ADENDO 1: É importante acrescentar que, onde não houver uma candidatura da classe trabalhadora concorrendo de forma independente dos patrões, seus políticos e partidos, defendemos o voto nulo. Tudo indica que essa será a situação no segundo turno em todas as grandes cidades. Não se trata aqui de purismo, mas de delimitar o movimento dos trabalhadores de todos os candidatos burgueses e da ideia nociva (defendida inclusive pelos candidatos principais do PSOL) de que é por meio das eleições que os trabalhadores irão conquistar uma vida melhor e as suas demandas.
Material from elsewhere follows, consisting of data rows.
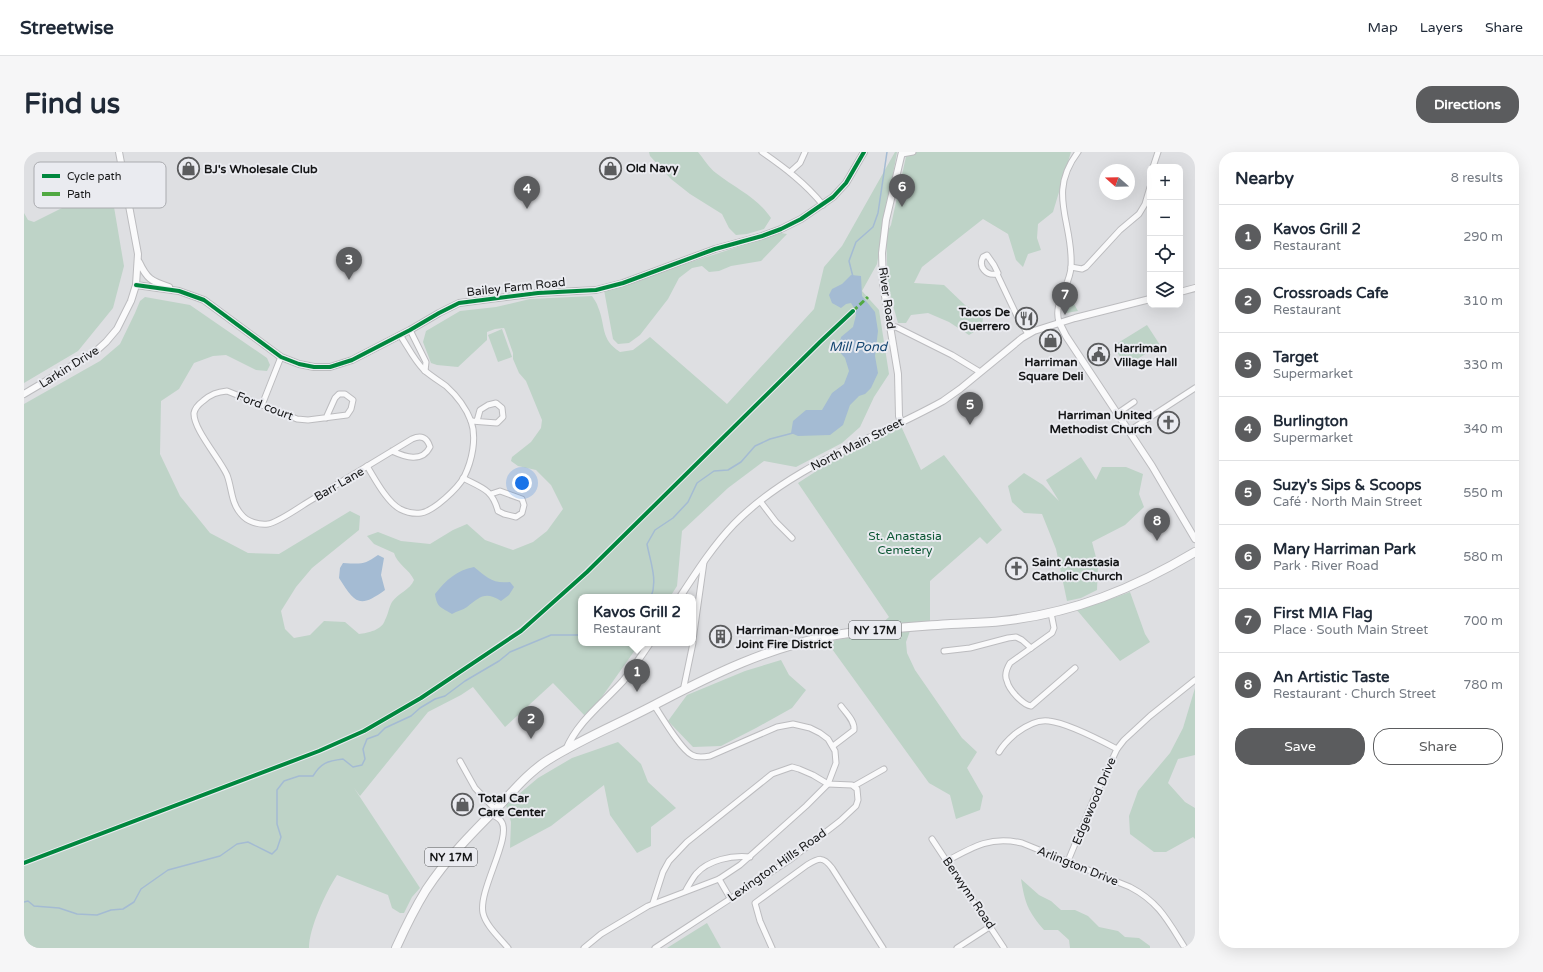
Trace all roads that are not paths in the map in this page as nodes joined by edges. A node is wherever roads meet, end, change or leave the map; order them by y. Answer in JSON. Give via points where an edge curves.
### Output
{"nodes":[{"id":1,"x":119,"y":152,"type":"edge"},
{"id":2,"x":762,"y":152,"type":"edge"},
{"id":3,"x":805,"y":152,"type":"edge"},
{"id":4,"x":864,"y":152,"type":"edge"},
{"id":5,"x":913,"y":152,"type":"edge"},
{"id":6,"x":1078,"y":152,"type":"edge"},
{"id":7,"x":1158,"y":152,"type":"edge"},
{"id":8,"x":902,"y":153,"type":"edge"},
{"id":9,"x":121,"y":162,"type":"edge"},
{"id":10,"x":1154,"y":164,"type":"edge"},
{"id":11,"x":790,"y":172,"type":"junction"},
{"id":12,"x":1147,"y":197,"type":"edge"},
{"id":13,"x":823,"y":205,"type":"junction"},
{"id":14,"x":129,"y":208,"type":"edge"},
{"id":15,"x":138,"y":260,"type":"junction"},
{"id":16,"x":1071,"y":267,"type":"junction"},
{"id":17,"x":997,"y":274,"type":"dead end"},
{"id":18,"x":136,"y":285,"type":"junction"},
{"id":19,"x":1195,"y":288,"type":"edge"},
{"id":20,"x":179,"y":291,"type":"junction"},
{"id":21,"x":1183,"y":291,"type":"edge"},
{"id":22,"x":1147,"y":300,"type":"edge"},
{"id":23,"x":1059,"y":322,"type":"junction"},
{"id":24,"x":891,"y":327,"type":"junction"},
{"id":25,"x":410,"y":330,"type":"junction"},
{"id":26,"x":1028,"y":334,"type":"junction"},
{"id":27,"x":400,"y":335,"type":"junction"},
{"id":28,"x":281,"y":357,"type":"junction"},
{"id":29,"x":425,"y":371,"type":"junction"},
{"id":30,"x":980,"y":372,"type":"junction"},
{"id":31,"x":1195,"y":388,"type":"edge"},
{"id":32,"x":227,"y":391,"type":"joint"},
{"id":33,"x":24,"y":394,"type":"edge"},
{"id":34,"x":1134,"y":402,"type":"dead end"},
{"id":35,"x":262,"y":405,"type":"junction"},
{"id":36,"x":1118,"y":413,"type":"junction"},
{"id":37,"x":326,"y":418,"type":"junction"},
{"id":38,"x":471,"y":421,"type":"junction"},
{"id":39,"x":477,"y":421,"type":"junction"},
{"id":40,"x":901,"y":422,"type":"junction"},
{"id":41,"x":1129,"y":431,"type":"junction"},
{"id":42,"x":392,"y":451,"type":"junction"},
{"id":43,"x":367,"y":466,"type":"junction"},
{"id":44,"x":463,"y":478,"type":"junction"},
{"id":45,"x":491,"y":494,"type":"junction"},
{"id":46,"x":760,"y":501,"type":"junction"},
{"id":47,"x":792,"y":538,"type":"dead end"},
{"id":48,"x":1195,"y":539,"type":"edge"},
{"id":49,"x":1195,"y":552,"type":"edge"},
{"id":50,"x":704,"y":560,"type":"junction"},
{"id":51,"x":682,"y":594,"type":"edge"},
{"id":52,"x":1051,"y":612,"type":"junction"},
{"id":53,"x":696,"y":620,"type":"edge"},
{"id":54,"x":648,"y":646,"type":"edge"},
{"id":55,"x":692,"y":646,"type":"edge"},
{"id":56,"x":1031,"y":648,"type":"junction"},
{"id":57,"x":944,"y":651,"type":"dead end"},
{"id":58,"x":1075,"y":668,"type":"dead end"},
{"id":59,"x":1195,"y":680,"type":"edge"},
{"id":60,"x":683,"y":691,"type":"junction"},
{"id":61,"x":654,"y":705,"type":"junction"},
{"id":62,"x":841,"y":706,"type":"dead end"},
{"id":63,"x":833,"y":746,"type":"junction"},
{"id":64,"x":1117,"y":749,"type":"junction"},
{"id":65,"x":566,"y":750,"type":"junction"},
{"id":66,"x":999,"y":752,"type":"dead end"},
{"id":67,"x":460,"y":761,"type":"dead end"},
{"id":68,"x":884,"y":769,"type":"dead end"},
{"id":69,"x":828,"y":784,"type":"junction"},
{"id":70,"x":854,"y":786,"type":"junction"},
{"id":71,"x":493,"y":812,"type":"junction"},
{"id":72,"x":932,"y":839,"type":"dead end"},
{"id":73,"x":750,"y":857,"type":"junction"},
{"id":74,"x":947,"y":861,"type":"junction"},
{"id":75,"x":1068,"y":861,"type":"junction"},
{"id":76,"x":720,"y":879,"type":"junction"},
{"id":77,"x":686,"y":890,"type":"junction"},
{"id":78,"x":730,"y":898,"type":"junction"},
{"id":79,"x":653,"y":904,"type":"junction"},
{"id":80,"x":991,"y":926,"type":"junction"},
{"id":81,"x":396,"y":948,"type":"edge"},
{"id":82,"x":508,"y":948,"type":"edge"},
{"id":83,"x":584,"y":948,"type":"edge"},
{"id":84,"x":655,"y":948,"type":"edge"},
{"id":85,"x":772,"y":948,"type":"edge"},
{"id":86,"x":883,"y":948,"type":"edge"},
{"id":87,"x":957,"y":948,"type":"edge"},
{"id":88,"x":1004,"y":948,"type":"edge"},
{"id":89,"x":1185,"y":948,"type":"edge"}],
"edges":[{"from":1,"to":9,"type":"street","name":"Larkin Drive"},
{"from":2,"to":11,"type":"street"},
{"from":3,"to":11,"type":"street","via":[[800,163]]},
{"from":4,"to":13,"type":"street","name":"Bailey Farm Road","via":[[846,183]]},
{"from":5,"to":8,"type":"street"},
{"from":6,"to":16,"type":"street","via":[[1064,177],[1062,190]]},
{"from":7,"to":10,"type":"street"},
{"from":8,"to":24,"type":"street","name":"River Road","via":[[883,240],[883,284]]},
{"from":11,"to":13,"type":"street","via":[[809,188]]},
{"from":12,"to":16,"type":"street","via":[[1140,214],[1120,230],[1086,267]]},
{"from":13,"to":25,"type":"street","name":"Bailey Farm Road","via":[[777,231],[715,249],[623,283],[596,290],[538,293],[459,303]]},
{"from":14,"to":15,"type":"street","name":"Larkin Drive"},
{"from":15,"to":18,"type":"street","name":"Larkin Drive"},
{"from":15,"to":20,"type":"street","via":[[149,278]]},
{"from":16,"to":23,"type":"street","via":[[1069,281],[1058,306]]},
{"from":17,"to":26,"type":"street"},
{"from":18,"to":20,"type":"street","name":"Bailey Farm Road"},
{"from":18,"to":33,"type":"street","name":"Larkin Drive","via":[[124,317],[106,342],[95,352]]},
{"from":19,"to":21,"type":"street"},
{"from":20,"to":28,"type":"street","name":"Bailey Farm Road","via":[[204,300]]},
{"from":22,"to":23,"type":"street","name":"North Main Street"},
{"from":23,"to":26,"type":"street","name":"North Main Street"},
{"from":23,"to":36,"type":"street"},
{"from":24,"to":30,"type":"street","via":[[896,327]]},
{"from":24,"to":40,"type":"street","name":"River Road","via":[[898,374]]},
{"from":25,"to":27,"type":"street","name":"Bailey Farm Road"},
{"from":25,"to":29,"type":"street","via":[[426,362]]},
{"from":26,"to":30,"type":"street","name":"North Main Street"},
{"from":27,"to":28,"type":"street","name":"Bailey Farm Road","via":[[352,360],[330,366],[314,367]]},
{"from":27,"to":29,"type":"street","name":"Barr Lane"},
{"from":28,"to":35,"type":"street"},
{"from":29,"to":38,"type":"street","name":"Barr Lane","via":[[447,387]]},
{"from":30,"to":40,"type":"street","name":"North Main Street","via":[[943,401]]},
{"from":31,"to":41,"type":"street"},
{"from":32,"to":35,"type":"street","name":"Ford court"},
{"from":32,"to":43,"type":"street","name":"Barr Lane","via":[[215,393],[197,406],[195,420],[227,474],[236,506],[241,515],[250,521],[271,524]]},
{"from":34,"to":36,"type":"street"},
{"from":35,"to":37,"type":"street","name":"Ford court","via":[[298,419]]},
{"from":36,"to":41,"type":"street"},
{"from":37,"to":37,"type":"street","name":"Ford court","via":[[339,394],[345,394],[353,400],[347,415]]},
{"from":38,"to":39,"type":"street"},
{"from":38,"to":44,"type":"street","name":"Barr Lane","via":[[473,449]]},
{"from":39,"to":39,"type":"street","via":[[497,423],[503,418],[502,408],[496,403],[488,405],[480,410]]},
{"from":40,"to":46,"type":"street","name":"North Main Street","via":[[793,477]]},
{"from":41,"to":48,"type":"street"},
{"from":42,"to":42,"type":"street","via":[[418,436],[425,438],[430,447],[422,456],[406,458]]},
{"from":42,"to":43,"type":"street"},
{"from":43,"to":44,"type":"street","name":"Barr Lane","via":[[391,502],[399,509],[410,513],[422,513],[433,508]]},
{"from":44,"to":45,"type":"street"},
{"from":45,"to":45,"type":"street","via":[[498,511],[516,517],[522,513],[522,499],[500,491]]},
{"from":46,"to":47,"type":"street"},
{"from":46,"to":50,"type":"street","name":"North Main Street","via":[[735,523]]},
{"from":49,"to":52,"type":"main road","number":"NY 17M","via":[[1128,588]]},
{"from":50,"to":51,"type":"street","name":"North Main Street"},
{"from":50,"to":53,"type":"street"},
{"from":52,"to":56,"type":"street","via":[[1054,628],[1052,634]]},
{"from":52,"to":60,"type":"main road","number":"NY 17M","via":[[1001,621],[828,636],[769,652],[737,664]]},
{"from":54,"to":65,"type":"street","via":[[624,680],[582,723]]},
{"from":55,"to":60,"type":"street"},
{"from":56,"to":57,"type":"street","via":[[1016,637],[970,648]]},
{"from":56,"to":58,"type":"street","via":[[1010,663],[1006,676],[1012,689],[1029,706]]},
{"from":59,"to":64,"type":"street","name":"Edgewood Drive","via":[[1150,716]]},
{"from":60,"to":61,"type":"main road","number":"NY 17M"},
{"from":61,"to":63,"type":"street","via":[[686,751],[699,757],[710,756],[777,727],[789,725],[810,728],[828,739]]},
{"from":61,"to":65,"type":"main road","number":"NY 17M"},
{"from":62,"to":63,"type":"street","via":[[852,720],[854,730]]},
{"from":63,"to":69,"type":"street","name":"Lexington Hills Road","via":[[836,763]]},
{"from":64,"to":66,"type":"street","via":[[1048,720],[1027,726],[1002,746]]},
{"from":64,"to":75,"type":"street","name":"Edgewood Drive"},
{"from":65,"to":71,"type":"main road","number":"NY 17M","via":[[536,768]]},
{"from":67,"to":71,"type":"street","via":[[475,788]]},
{"from":68,"to":70,"type":"street"},
{"from":69,"to":70,"type":"street"},
{"from":69,"to":73,"type":"street","name":"Lexington Hills Road"},
{"from":69,"to":79,"type":"street","via":[[799,768],[792,767],[768,776],[687,842],[663,872]]},
{"from":70,"to":78,"type":"street","name":"Lexington Hills Road","via":[[858,800],[853,810],[791,859]]},
{"from":71,"to":81,"type":"main road","number":"NY 17M","via":[[462,844],[427,888]]},
{"from":71,"to":82,"type":"street","via":[[502,822],[503,836],[482,907],[488,923]]},
{"from":72,"to":74,"type":"street","name":"Berwynn Road"},
{"from":73,"to":76,"type":"street","name":"Lexington Hills Road"},
{"from":73,"to":77,"type":"street","name":"Lexington Hills Road","via":[[726,858],[701,869]]},
{"from":74,"to":75,"type":"street","name":"Arlington Drive","via":[[971,847],[1010,840]]},
{"from":74,"to":80,"type":"street","name":"Berwynn Road"},
{"from":75,"to":89,"type":"street","name":"Arlington Drive","via":[[1143,894],[1156,905]]},
{"from":76,"to":77,"type":"street","name":"Lexington Hills Road"},
{"from":76,"to":78,"type":"street"},
{"from":77,"to":79,"type":"street","name":"Lexington Hills Road"},
{"from":78,"to":84,"type":"street","name":"Lexington Hills Road"},
{"from":79,"to":83,"type":"street","name":"Lexington Hills Road","via":[[618,922]]},
{"from":80,"to":87,"type":"street"},
{"from":80,"to":88,"type":"street","name":"Berwynn Road"},
{"from":85,"to":86,"type":"street","via":[[755,903],[807,865],[822,859],[828,862]]}]}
Em vez disso, apontamos que no caso de vitória de qualquer das chapas burguesas, os trabalhadores devem se preparar para ficar em oposição e organizar sua luta para arrancar conquistas.

ADENDO 2 (12/11/2020): Quando esta nota já estava escrita, recebemos informação de que o PSTU estava dando apoio eleitoral crítico ao PSOL em Salvador e Guarulhos, como uma orientação nas cidades em que o PSTU não conseguiu lançar candidatos. Essa informação só confirma aquilo que apontamos em nosso texto: a completa inconsistência de independência de classe do PSTU e de sua corrente internacional. Em vez de votar em candidaturas que o próprio PSTU reconhece que pretendem gerir o Estado burguês e “governar para todos” (incluída a aí a burguesia), os comunistas devem votar nulo quando não houver uma opção da classe trabalhadora. Chamamos os militantes honestos do PSTU a repudiar essa postura do partido e a não defender apoio algum às candidaturas com programa pró-capitalista do PSOL.